BEGIN Exercise data
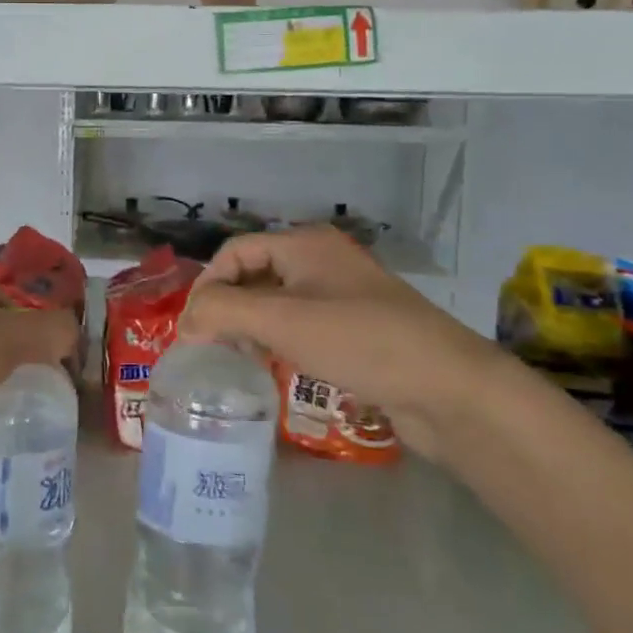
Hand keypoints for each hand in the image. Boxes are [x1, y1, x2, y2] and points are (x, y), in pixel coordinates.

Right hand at [181, 227, 510, 460]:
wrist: (447, 388)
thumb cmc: (359, 341)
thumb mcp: (281, 321)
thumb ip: (222, 312)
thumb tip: (185, 322)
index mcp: (305, 244)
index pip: (234, 252)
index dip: (208, 287)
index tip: (194, 331)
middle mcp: (322, 261)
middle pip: (254, 276)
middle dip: (229, 310)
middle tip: (214, 349)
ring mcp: (343, 296)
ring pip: (277, 304)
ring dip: (252, 329)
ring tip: (243, 362)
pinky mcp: (357, 330)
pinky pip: (303, 327)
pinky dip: (281, 343)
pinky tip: (278, 369)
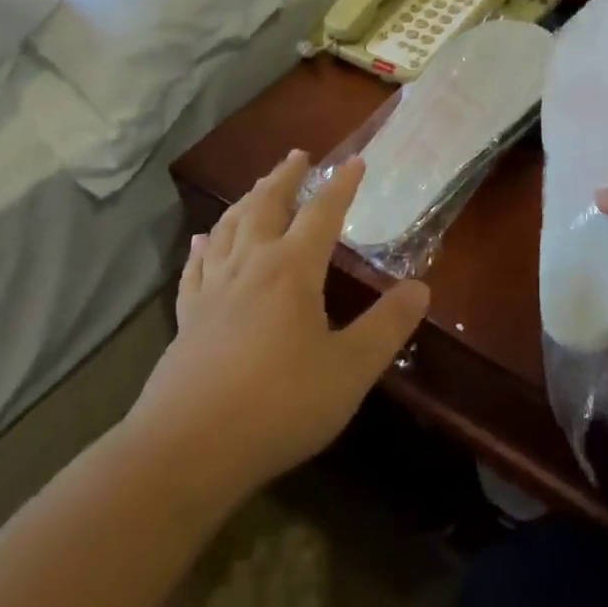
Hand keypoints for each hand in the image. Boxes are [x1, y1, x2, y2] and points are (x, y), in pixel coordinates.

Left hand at [125, 151, 428, 489]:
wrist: (186, 451)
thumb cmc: (278, 405)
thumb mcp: (349, 370)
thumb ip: (387, 327)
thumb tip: (421, 288)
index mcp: (292, 270)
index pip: (321, 213)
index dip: (340, 186)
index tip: (355, 161)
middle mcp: (250, 267)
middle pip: (266, 206)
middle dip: (285, 178)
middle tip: (297, 155)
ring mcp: (212, 292)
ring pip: (228, 229)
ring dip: (247, 201)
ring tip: (257, 186)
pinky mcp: (186, 320)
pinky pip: (195, 269)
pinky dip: (202, 247)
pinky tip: (201, 240)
END Exercise data
An exact copy of the entries above, with no pictures, is the required answer.

Hand keypoints for each hand in the image. Boxes are [x1, y1, x2, y2] and points are (x, y), in pixel coordinates.

Right hand at [181, 227, 510, 460]:
wrist: (447, 388)
thumb cmc: (359, 341)
thumb mcp: (281, 321)
thumb ip: (222, 312)
thumb tip: (185, 322)
index mcp: (305, 244)
index pip: (234, 252)
index dip: (208, 287)
index tip: (194, 331)
middle mcp: (322, 261)
middle pip: (254, 276)
middle dip: (229, 310)
middle tip: (214, 349)
ring mcp: (343, 296)
ring pip: (277, 304)
ring dip: (252, 329)
ring tip: (243, 362)
pinky mcp: (357, 330)
pinky pip: (303, 327)
pinky dip: (281, 343)
pinky tip: (278, 369)
Hand keypoints for each hand in the image. Boxes are [x1, y1, x2, y2] and points are (x, y), in pixel coordinates.

Left hand at [125, 151, 428, 489]:
wrist: (186, 451)
thumb cmc: (278, 405)
thumb mcp: (349, 370)
thumb ip: (387, 327)
thumb tip: (421, 288)
index mcp: (292, 270)
index pip: (321, 213)
index dip: (340, 186)
index tip: (355, 161)
middle mcp: (250, 267)
middle pip: (266, 206)
middle dip: (285, 178)
middle tip: (297, 155)
ring mcp: (212, 292)
ring pip: (228, 229)
ring dip: (247, 201)
ring tip: (257, 186)
pinky mcp: (186, 320)
pinky pip: (195, 269)
pinky dip: (202, 247)
pinky tip: (201, 240)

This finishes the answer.